その時、何かを閃いた様にリズロットが顔を上げた。


『いい事思い付いたのだ♪ラズも手伝うのだ!』


リズロットが唐突に魔力を具現化し武器の生成をはじめるが、その顔は何かいたずらを閃いた子供の様な笑顔で嫌な予感しかしない。

そんな周囲の不安を余所に、リズロットは漆黒の巨大な大剣を無から創造し始めたがその巨大さは半端ではない……

刀身の長さは優に5メートルを越え、幅も90センチ近くある。

更に柄の部分には巨大な刀身とバランスを取るためのこれまた重そうな重りがついている。

ズドォォォン……


形が形成された漆黒の巨大な両刃の大剣は人が持つ武器とは思えない重々しい音をたて床に落ちた。


『ラズたん♪魔力機構の付与と質量増加を頼むのだ♪』


『なるなる……その手があるですね♪』


リズロットがやろうとしている事をラズロットも理解したらしく邪悪な笑みを浮かべる。

ちなみに何をしようとしているのかと言うと、高質量の巨大な剣で有り余る筋力を抑えるというかなり乱暴かつ単純な手段である。

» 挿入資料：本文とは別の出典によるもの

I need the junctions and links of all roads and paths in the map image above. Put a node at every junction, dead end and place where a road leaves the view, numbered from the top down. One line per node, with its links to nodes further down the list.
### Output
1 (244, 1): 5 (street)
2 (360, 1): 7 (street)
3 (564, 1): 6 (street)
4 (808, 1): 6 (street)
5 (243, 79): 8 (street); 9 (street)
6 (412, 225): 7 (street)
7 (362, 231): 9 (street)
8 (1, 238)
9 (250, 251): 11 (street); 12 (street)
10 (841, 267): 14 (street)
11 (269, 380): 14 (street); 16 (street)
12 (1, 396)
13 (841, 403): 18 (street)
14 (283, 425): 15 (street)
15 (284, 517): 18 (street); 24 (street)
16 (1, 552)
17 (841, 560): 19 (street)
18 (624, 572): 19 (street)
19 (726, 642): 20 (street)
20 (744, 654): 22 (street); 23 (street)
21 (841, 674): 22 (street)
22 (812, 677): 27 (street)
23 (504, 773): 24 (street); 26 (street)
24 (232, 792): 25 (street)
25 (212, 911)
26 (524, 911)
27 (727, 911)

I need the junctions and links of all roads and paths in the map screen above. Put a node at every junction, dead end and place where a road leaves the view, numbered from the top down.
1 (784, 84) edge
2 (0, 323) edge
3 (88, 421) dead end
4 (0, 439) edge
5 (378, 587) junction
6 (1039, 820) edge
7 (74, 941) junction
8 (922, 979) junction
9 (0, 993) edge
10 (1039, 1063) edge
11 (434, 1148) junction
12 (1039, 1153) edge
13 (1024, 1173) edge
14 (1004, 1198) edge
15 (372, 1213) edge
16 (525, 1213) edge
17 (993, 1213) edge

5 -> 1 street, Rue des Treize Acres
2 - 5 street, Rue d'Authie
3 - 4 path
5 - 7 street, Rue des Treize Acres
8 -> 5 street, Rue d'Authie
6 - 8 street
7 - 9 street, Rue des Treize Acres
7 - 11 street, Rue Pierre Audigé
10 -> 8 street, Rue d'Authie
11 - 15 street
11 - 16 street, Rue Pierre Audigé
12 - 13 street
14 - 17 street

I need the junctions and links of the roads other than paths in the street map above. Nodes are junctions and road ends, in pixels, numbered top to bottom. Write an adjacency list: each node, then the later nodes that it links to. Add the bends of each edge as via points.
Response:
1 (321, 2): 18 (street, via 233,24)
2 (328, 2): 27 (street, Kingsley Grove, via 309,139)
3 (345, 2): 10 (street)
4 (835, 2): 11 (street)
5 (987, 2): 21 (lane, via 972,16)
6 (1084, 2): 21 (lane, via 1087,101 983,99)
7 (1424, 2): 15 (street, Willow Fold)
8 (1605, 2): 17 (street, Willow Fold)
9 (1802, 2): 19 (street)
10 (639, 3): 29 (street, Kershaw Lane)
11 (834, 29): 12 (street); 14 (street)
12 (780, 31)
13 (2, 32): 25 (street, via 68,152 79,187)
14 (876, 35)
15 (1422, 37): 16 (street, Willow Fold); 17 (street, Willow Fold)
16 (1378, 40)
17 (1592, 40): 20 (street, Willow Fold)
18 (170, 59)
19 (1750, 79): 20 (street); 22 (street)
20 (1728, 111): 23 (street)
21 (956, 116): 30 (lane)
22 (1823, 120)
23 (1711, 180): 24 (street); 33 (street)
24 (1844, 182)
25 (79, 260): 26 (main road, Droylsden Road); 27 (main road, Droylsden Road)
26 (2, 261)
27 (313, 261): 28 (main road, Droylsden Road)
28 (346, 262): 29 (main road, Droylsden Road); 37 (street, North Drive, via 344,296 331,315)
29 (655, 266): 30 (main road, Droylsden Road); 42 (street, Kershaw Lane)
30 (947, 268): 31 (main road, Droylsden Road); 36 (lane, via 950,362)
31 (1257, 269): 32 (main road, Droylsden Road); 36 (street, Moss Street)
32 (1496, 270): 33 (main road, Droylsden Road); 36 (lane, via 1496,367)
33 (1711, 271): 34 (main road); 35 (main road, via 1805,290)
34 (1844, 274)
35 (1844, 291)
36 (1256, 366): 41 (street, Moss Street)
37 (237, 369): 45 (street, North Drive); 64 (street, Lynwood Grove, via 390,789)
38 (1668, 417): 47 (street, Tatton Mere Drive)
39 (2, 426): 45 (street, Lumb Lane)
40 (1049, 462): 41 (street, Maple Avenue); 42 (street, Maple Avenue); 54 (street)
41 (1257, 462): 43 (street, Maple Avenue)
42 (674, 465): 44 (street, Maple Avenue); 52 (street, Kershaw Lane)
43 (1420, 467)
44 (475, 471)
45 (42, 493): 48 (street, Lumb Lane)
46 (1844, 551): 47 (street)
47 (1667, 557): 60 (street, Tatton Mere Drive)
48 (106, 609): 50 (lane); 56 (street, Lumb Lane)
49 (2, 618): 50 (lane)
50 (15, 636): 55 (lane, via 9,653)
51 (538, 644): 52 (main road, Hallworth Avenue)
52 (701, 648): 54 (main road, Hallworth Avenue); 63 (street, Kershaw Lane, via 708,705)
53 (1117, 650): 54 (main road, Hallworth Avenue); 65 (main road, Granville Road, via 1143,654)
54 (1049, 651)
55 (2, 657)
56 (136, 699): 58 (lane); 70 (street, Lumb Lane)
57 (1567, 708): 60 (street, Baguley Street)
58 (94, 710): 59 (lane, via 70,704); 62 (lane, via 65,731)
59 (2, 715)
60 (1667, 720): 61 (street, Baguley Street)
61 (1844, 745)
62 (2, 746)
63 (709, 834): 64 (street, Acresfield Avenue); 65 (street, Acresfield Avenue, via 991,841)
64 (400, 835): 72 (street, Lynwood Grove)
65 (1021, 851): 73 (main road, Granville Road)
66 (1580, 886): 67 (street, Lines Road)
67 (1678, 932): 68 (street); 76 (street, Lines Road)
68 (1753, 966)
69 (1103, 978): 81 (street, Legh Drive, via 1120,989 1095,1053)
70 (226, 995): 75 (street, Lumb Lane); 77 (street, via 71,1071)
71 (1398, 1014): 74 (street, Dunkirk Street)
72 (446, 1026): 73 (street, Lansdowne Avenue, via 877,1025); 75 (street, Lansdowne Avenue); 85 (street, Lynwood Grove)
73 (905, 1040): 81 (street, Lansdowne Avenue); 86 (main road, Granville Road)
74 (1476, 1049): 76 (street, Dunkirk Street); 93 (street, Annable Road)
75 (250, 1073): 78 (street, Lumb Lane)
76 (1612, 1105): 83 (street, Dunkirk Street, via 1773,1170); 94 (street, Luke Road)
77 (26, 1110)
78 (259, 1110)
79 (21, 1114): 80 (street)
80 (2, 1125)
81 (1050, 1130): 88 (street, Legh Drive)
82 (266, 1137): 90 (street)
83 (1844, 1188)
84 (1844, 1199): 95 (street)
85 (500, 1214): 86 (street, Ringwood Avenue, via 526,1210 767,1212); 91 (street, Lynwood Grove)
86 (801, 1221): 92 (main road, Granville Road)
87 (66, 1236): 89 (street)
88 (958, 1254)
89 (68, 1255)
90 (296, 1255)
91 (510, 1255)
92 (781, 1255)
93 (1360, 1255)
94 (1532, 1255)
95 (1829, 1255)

普通は思い付いてもやらないなだが、二人は人が本来扱う事のできない巨大な武器を通常の武器の様に振り回せれば災害レベルの破壊力となり面白ろそうだという基準で実行に移したようだ。

実に身勝手極まりない……


神奈の魔法教育は本人が目指しているのは正統派の魔女ではなく、双子の暴走により巨大な質量の塊を振り回す災害魔法剣士というおもいっきり間違った方面……いや180度反対の方向へと突っ走り始めていた。


それはともかくとして、ラズロットが大剣に魔力を込めると、全体に複雑で美しい紋様の様な装飾が刻まれ、魔王の魔剣さながらのまがまがしい赤いオーラをその身に纏う。


『ちょ……デカすぎだってこれ……』


神奈が頭を抱えたが、双子は早く剣を取るように促す。


『無理だって……』


苦笑いをしながら神奈が大剣にてをかけた……その時


ガコン


その重々しい大剣は軽々と持ち上げられた。


『……え?うそ……』


絶対に持ち上げられないとたかをくくって大剣を持ち上げてみたら意外と軽くもち上がり焦る神奈。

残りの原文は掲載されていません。